Although the heterogeneity of the tools used to measure loneliness prohibits direct comparison among studies, evidence suggests that the prevalence of “some degree of loneliness” [7], but not that of “persistent loneliness” (feeling lonely often, mostly, or always during the past week) [4], increased in recent decades. Indirect estimates of social and emotional loneliness, such as those based on De Jong-Gierveld and Kamphuis’ loneliness scale [51], do not increase over time, except for participants with activity limitations [16], and even decreased slightly among 64–84-year-old women in one study [6]. The variability of loneliness in later life calls for appropriately diverse interventions [9].

We distinguished between social and emotional loneliness on theoretical grounds [34], although empirically these concepts are highly correlated [38]. Dahlberg and McKee [59] showed that social and emotional loneliness are related but divergent constructs, with partially differing predictors. In the current study, taking initiatives, multifunctionality, self-efficacy, and a positive frame of mind were all important for both social and emotional loneliness, but investment behavior and the variety of resources were related only to emotional loneliness in multivariate analyses. Apparently, investment in an intimate relationship or close emotional attachment and the ability to gain and maintain a variety of resources to obtain affection protect against emotional, but not social, loneliness.

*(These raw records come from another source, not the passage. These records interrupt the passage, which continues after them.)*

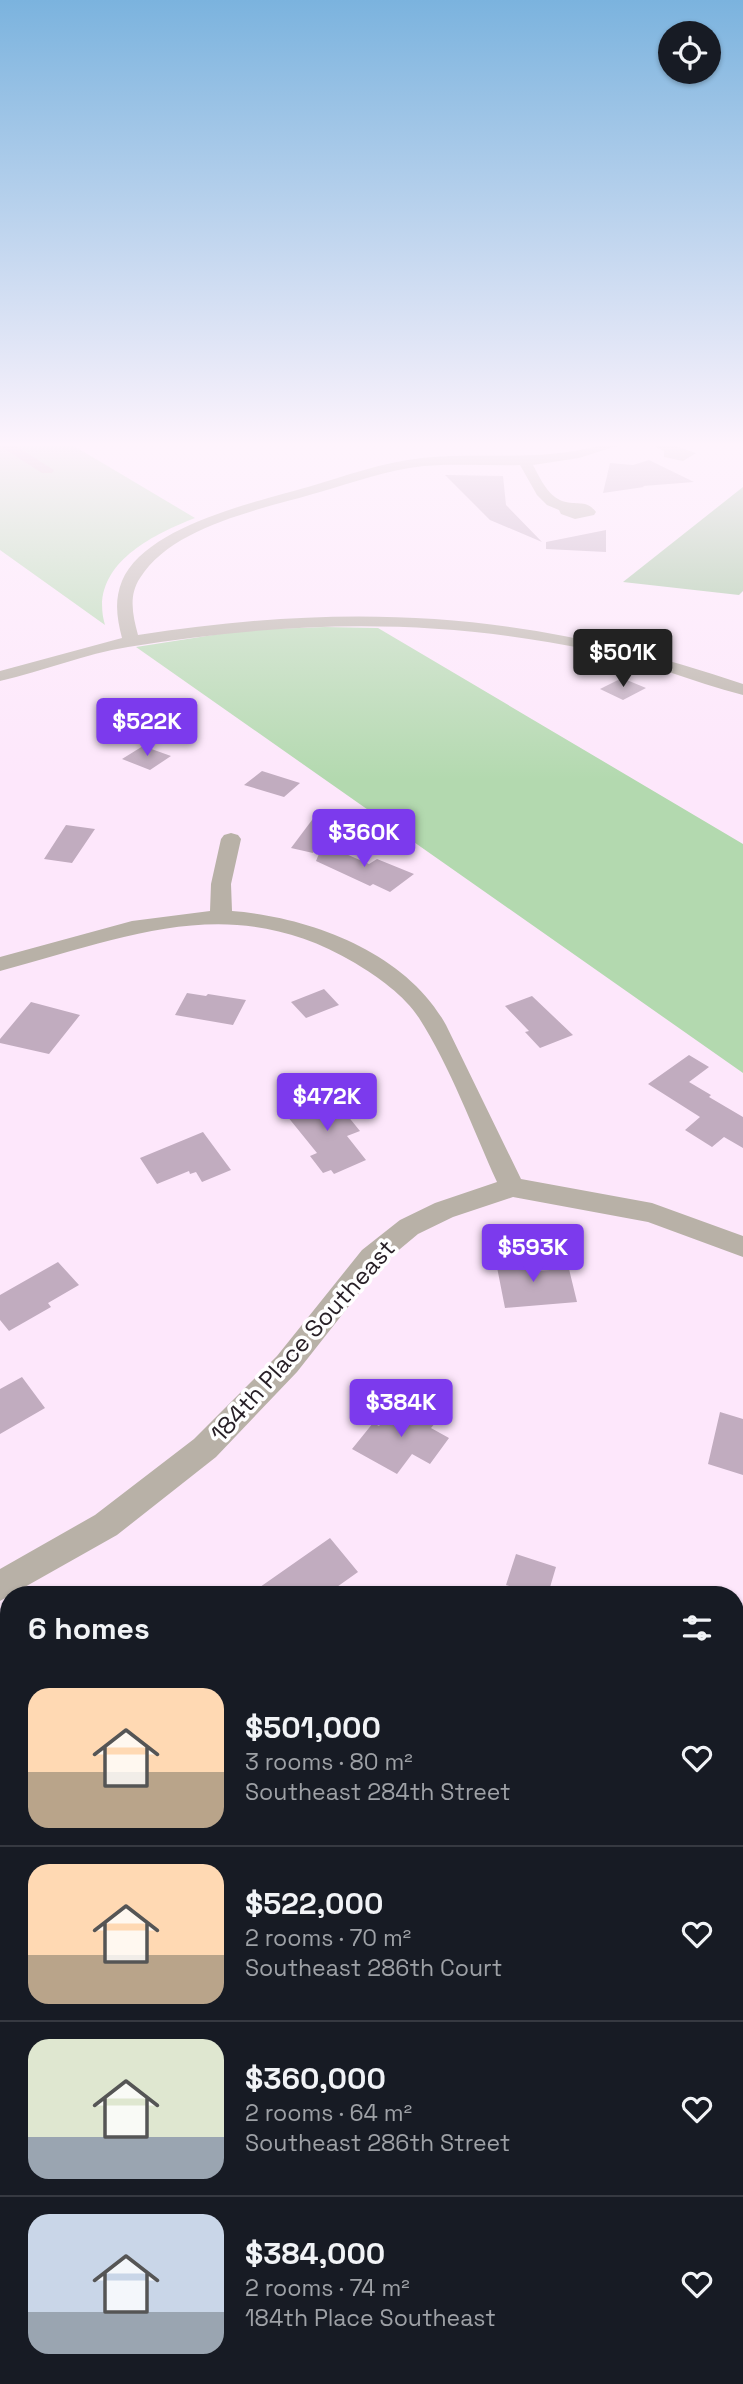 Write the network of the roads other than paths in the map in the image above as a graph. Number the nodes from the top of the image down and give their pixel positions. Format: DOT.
graph roads {
  1 [pos="149,557"];
  2 [pos="131,642"];
  3 [pos="0,676"];
  4 [pos="743,690"];
  5 [pos="231,839"];
  6 [pos="221,916"];
  7 [pos="0,964"];
  8 [pos="512,1187"];
  9 [pos="743,1247"];
  10 [pos="0,1586"];
  1 -- 2 [label="street"];
  2 -- 3 [label="street"];
  2 -- 4 [label="street"];
  5 -- 6 [label="street"];
  6 -- 7 [label="street"];
  6 -- 8 [label="street"];
  8 -- 9 [label="street"];
  8 -- 10 [label="street, 184th Place Southeast"];
} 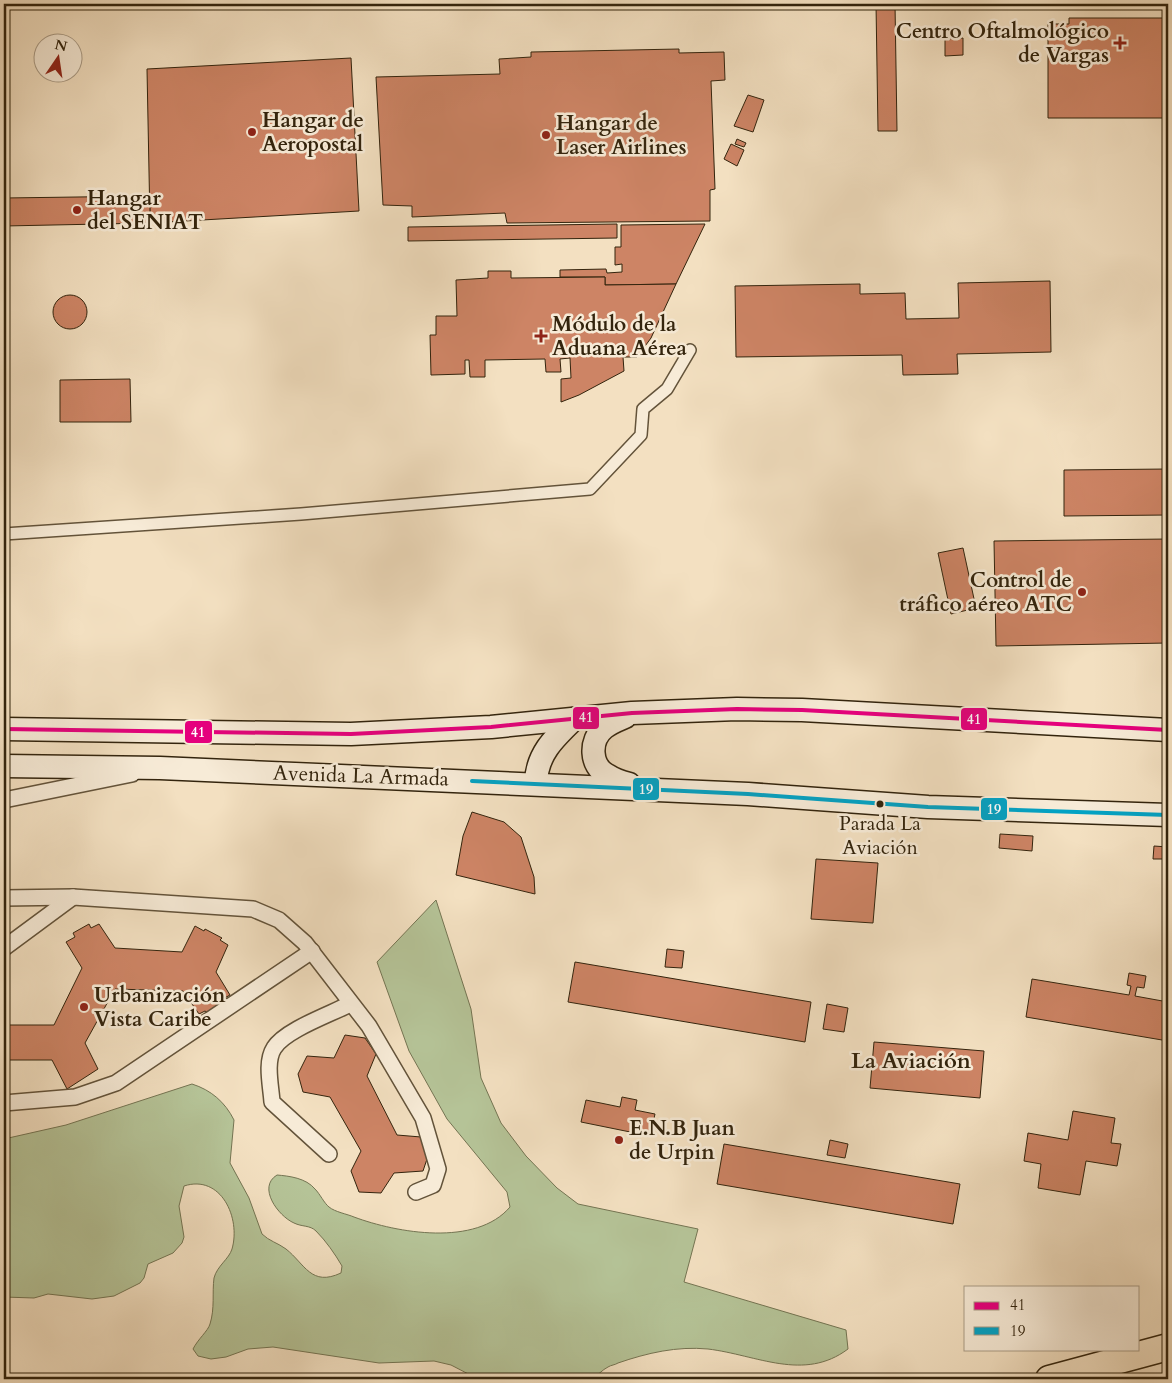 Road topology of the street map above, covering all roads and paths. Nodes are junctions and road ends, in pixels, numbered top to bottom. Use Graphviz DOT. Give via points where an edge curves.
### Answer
graph roads {
  1 [pos="690,350"];
  2 [pos="4,534"];
  3 [pos="632,713"];
  4 [pos="574,719"];
  5 [pos="4,729"];
  6 [pos="1168,730"];
  7 [pos="4,766"];
  8 [pos="160,768"];
  9 [pos="536,784"];
  10 [pos="641,788"];
  11 [pos="4,800"];
  12 [pos="1168,815"];
  13 [pos="73,897"];
  14 [pos="4,898"];
  15 [pos="4,948"];
  16 [pos="312,951"];
  17 [pos="350,1004"];
  18 [pos="4,1103"];
  19 [pos="329,1154"];
  20 [pos="416,1192"];
  21 [pos="1168,1347"];
  22 [pos="1049,1379"];
  1 -- 2 [label="street" via="666,389 643,408 641,435 590,489 301,514"];
  3 -- 4 [label="main road, Avenida La Armada"];
  3 -- 6 [label="main road, Avenida La Armada" via="802,710"];
  3 -- 10 [label="main road" via="596,736 593,756 605,775"];
  4 -- 5 [label="main road, Avenida La Armada" via="419,732 351,734"];
  4 -- 9 [label="main road" via="557,734 541,756 536,769"];
  7 -- 8 [label="main road, Avenida La Armada"];
  8 -- 9 [label="main road, Avenida La Armada"];
  8 -- 11 [label="street"];
  9 -- 10 [label="main road, Avenida La Armada"];
  10 -- 12 [label="main road, Avenida La Armada" via="928,807"];
  13 -- 14 [label="street"];
  13 -- 15 [label="street"];
  13 -- 16 [label="street" via="254,909 280,920"];
  16 -- 17 [label="street"];
  16 -- 18 [label="street" via="116,1083 75,1097"];
  17 -- 19 [label="street" via="286,1036 274,1048 270,1064 272,1102"];
  17 -- 20 [label="street" via="369,1026 418,1110 431,1140 438,1169 433,1185"];
  21 -- 22 [label="highway"];
} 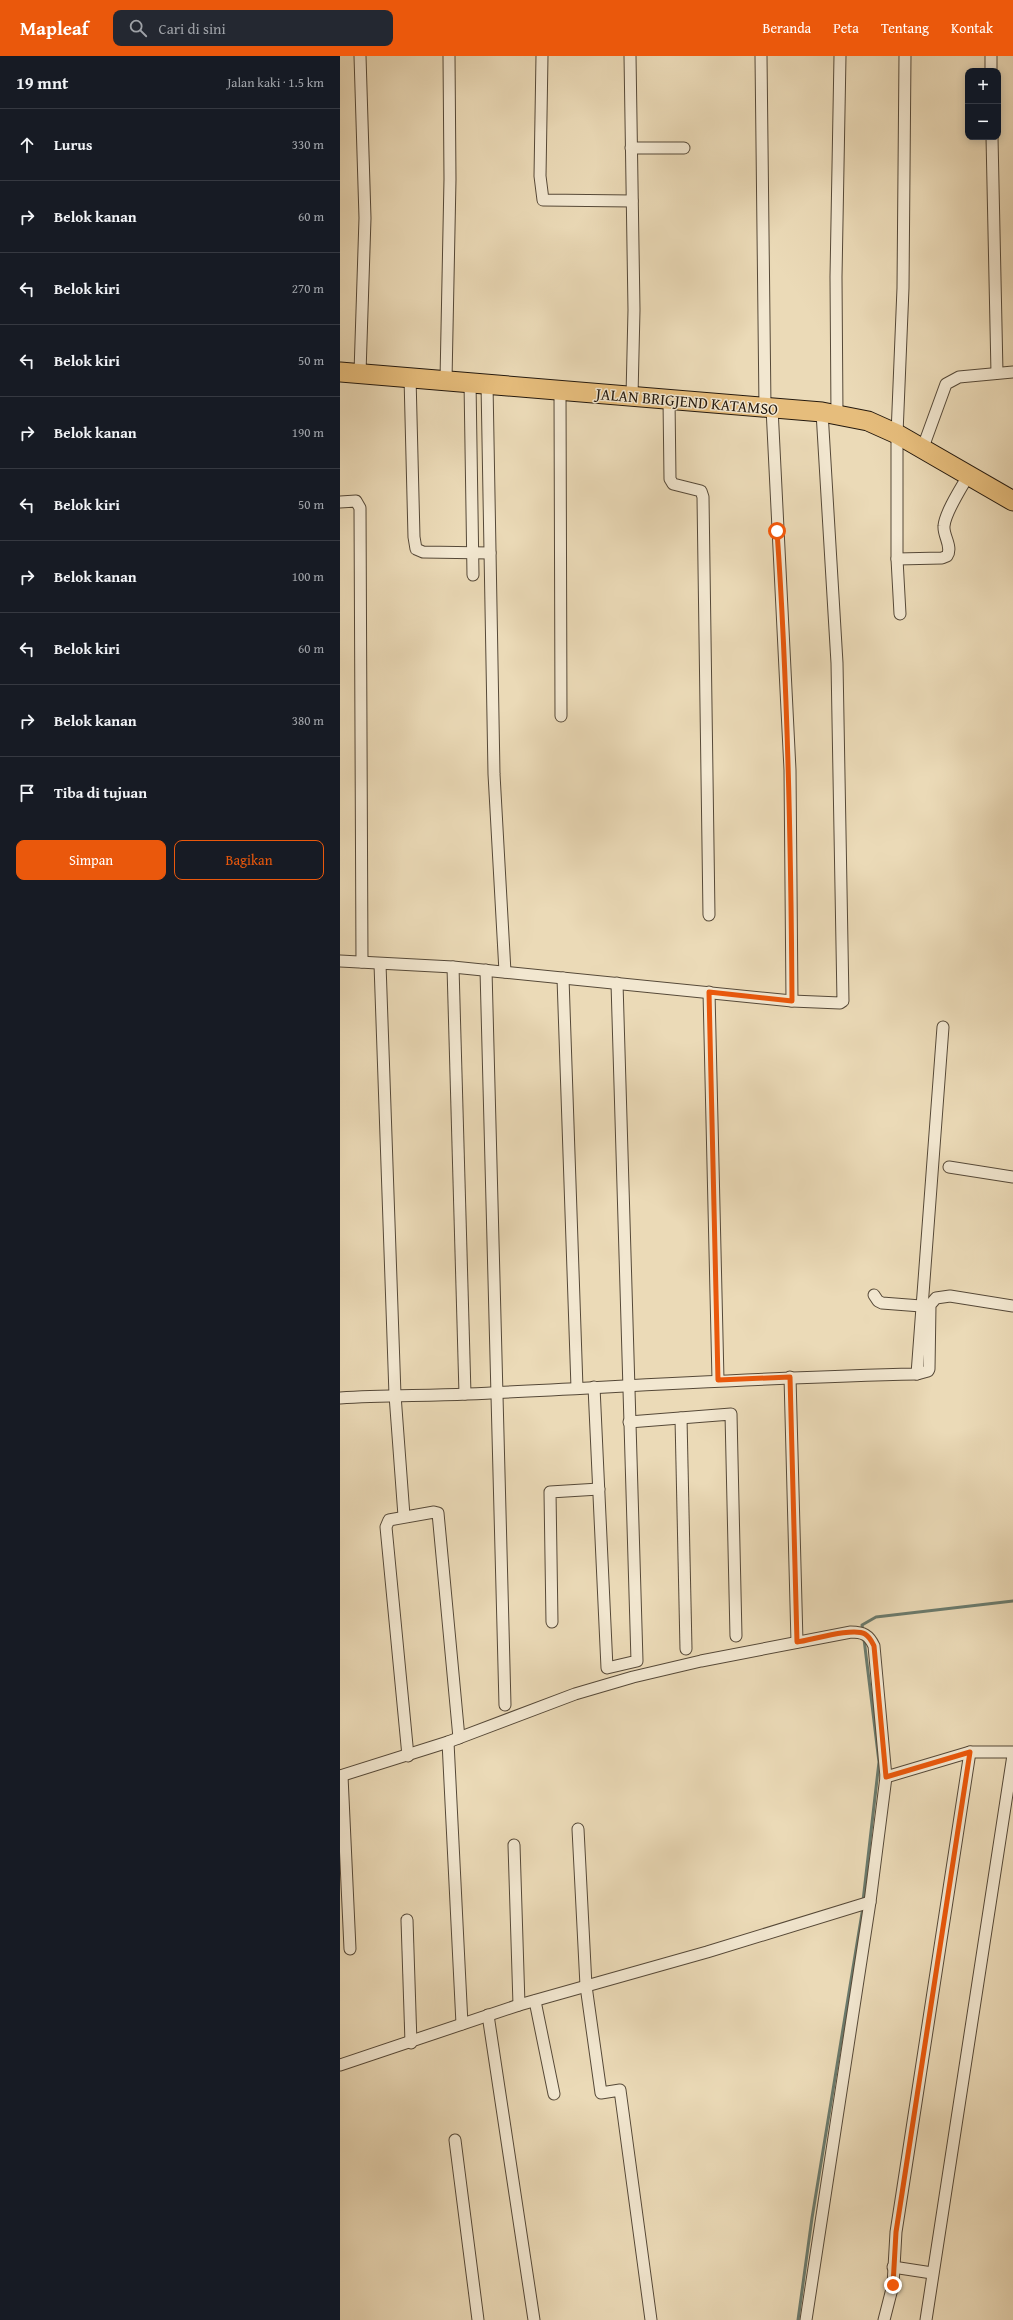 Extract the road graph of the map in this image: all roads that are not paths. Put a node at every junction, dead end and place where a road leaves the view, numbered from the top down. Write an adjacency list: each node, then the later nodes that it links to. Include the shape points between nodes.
1 (360, 56): 16 (street, via 365,218)
2 (449, 56): 19 (street)
3 (542, 56): 13 (street, via 540,176 544,200)
4 (630, 56): 11 (street)
5 (761, 56): 24 (street)
6 (840, 56): 25 (street, via 836,277)
7 (905, 56): 26 (street, via 904,288)
8 (991, 56): 9 (street)
9 (991, 68)
10 (992, 140): 17 (street)
11 (631, 148): 12 (street); 13 (street)
12 (684, 148)
13 (632, 201): 22 (street)
14 (340, 372): 16 (highway, JALAN BRIGJEND KATAMSO)
15 (1013, 372): 17 (street)
16 (360, 373): 18 (highway, JALAN BRIGJEND KATAMSO)
17 (997, 373): 27 (street, via 959,377 946,384)
18 (410, 377): 19 (highway, JALAN BRIGJEND KATAMSO); 31 (street, via 416,550)
19 (446, 380): 20 (highway, JALAN BRIGJEND KATAMSO)
20 (479, 383): 21 (highway, JALAN BRIGJEND KATAMSO); 31 (street); 32 (street)
21 (560, 390): 22 (highway, JALAN BRIGJEND KATAMSO); 36 (street)
22 (632, 396): 23 (highway, JALAN BRIGJEND KATAMSO)
23 (669, 400): 24 (highway, JALAN BRIGJEND KATAMSO); 37 (street, via 670,479 673,484 701,491 703,497)
24 (768, 408): 25 (highway, JALAN BRIGJEND KATAMSO); 47 (street, via 790,770)
25 (829, 413): 26 (highway, JALAN BRIGJEND KATAMSO, via 868,421); 47 (street, via 844,998 840,1003)
26 (897, 434): 27 (highway, JALAN BRIGJEND KATAMSO); 33 (street)
27 (922, 450): 28 (highway, JALAN BRIGJEND KATAMSO)
28 (968, 476): 29 (highway, JALAN BRIGJEND KATAMSO); 33 (street, via 945,522 949,549 947,556)
29 (1013, 501)
30 (340, 502): 39 (street, via 356,501 360,508)
31 (472, 553): 32 (street); 34 (street)
32 (490, 553): 43 (street, via 494,774)
33 (897, 559): 35 (street)
34 (472, 574)
35 (900, 614)
36 (561, 716)
37 (708, 915)
38 (340, 960): 39 (street)
39 (362, 962): 40 (street)
40 (380, 964): 41 (street); 62 (street)
41 (453, 967): 42 (street); 61 (street)
42 (486, 970): 43 (street); 60 (street)
43 (506, 972): 44 (street)
44 (563, 978): 45 (street); 59 (street)
45 (617, 983): 46 (street); 57 (street)
46 (709, 992): 47 (street); 56 (street)
47 (792, 1001)
48 (943, 1027): 52 (street)
49 (949, 1167): 50 (street)
50 (1013, 1177)
51 (874, 1295): 52 (street, via 878,1302 882,1303)
52 (921, 1306): 54 (street)
53 (1013, 1306): 54 (street, via 950,1296 936,1298 930,1305 929,1369)
54 (917, 1374): 55 (street)
55 (790, 1377): 56 (street); 70 (street)
56 (718, 1380): 57 (street)
57 (628, 1385): 58 (street); 65 (street)
58 (594, 1387): 59 (street); 66 (street)
59 (577, 1388): 60 (street)
60 (497, 1392): 61 (street); 72 (street)
61 (465, 1394): 62 (street)
62 (395, 1395): 63 (street); 67 (street)
63 (340, 1398)
64 (681, 1418): 65 (street); 69 (street, via 732,1414); 71 (street)
65 (629, 1422): 66 (street, via 637,1661 607,1668)
66 (599, 1489): 68 (street, via 550,1492)
67 (404, 1516): 73 (street, via 434,1512 438,1513 439,1517); 77 (street, via 389,1520 385,1524)
68 (552, 1622)
69 (736, 1636)
70 (797, 1642): 73 (street, via 633,1677 575,1694); 79 (street, via 851,1632 862,1633 870,1638 874,1646)
71 (686, 1649)
72 (505, 1705)
73 (453, 1740): 77 (street); 89 (street)
74 (970, 1752): 75 (street); 79 (street); 94 (street)
75 (1013, 1752)
76 (1013, 1755): 95 (street)
77 (408, 1756): 78 (street)
78 (341, 1776): 84 (street)
79 (886, 1777): 82 (street)
80 (578, 1829): 85 (street)
81 (514, 1845): 87 (street)
82 (870, 1902): 85 (street); 99 (street)
83 (406, 1920): 90 (street)
84 (350, 1949)
85 (586, 1986): 86 (street); 98 (street, via 601,2093 620,2090)
86 (535, 2001): 87 (street); 92 (street)
87 (519, 2005): 88 (street)
88 (488, 2015): 89 (street); 97 (street)
89 (462, 2024): 90 (street)
90 (411, 2043): 91 (street)
91 (340, 2066)
92 (554, 2094)
93 (455, 2140): 96 (street)
94 (893, 2267): 95 (street); 100 (street, via 892,2292)
95 (932, 2273): 101 (street)
96 (478, 2320)
97 (534, 2320)
98 (651, 2320)
99 (806, 2320)
100 (884, 2320)
101 (926, 2320)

Several limitations of this study should be taken into account. First, the cross-sectional nature of the study prevents us from (1) showing how loneliness develops overtime (if it is stable or increasing) and (2) drawing causal conclusions. While our study showed that self-management abilities affect feelings of loneliness the relationship is dynamic; older people feeling lonely might view the world through “blue-colored glasses,” feeling less efficacious, have a less positive frame of mind, be less instrumental and/or less motivating. Both emotional and social loneliness are subjective appraisals which make the dynamic relationship plausible. Second, we found that self-management abilities are related to social and emotional loneliness among older people, but we did not investigate how these abilities can be improved nor did we look at age-related differences in activity patterns. Although promising interventions are currently available their longitudinal effects are still largely unknown. The large sample is a strength of this study, as is its representativeness of people aged 55 years or older in the province of Limburg, the Netherlands. Life expectancy in the Netherlands for men is (78.9) and women (83.2) [60].

Conclusions

In combatting loneliness among older people, investment in their ability to self-manage their social lives and activities, such as through regular socialization with family, friends and neighbors, seems to be crucial. Interventions that aim to enhance the self-management abilities of self-efficacy, positive frame of mind, investment behavior, taking initiatives, multifunctionality of resources, and variety of resources are expected to be useful additions to current public health interventions.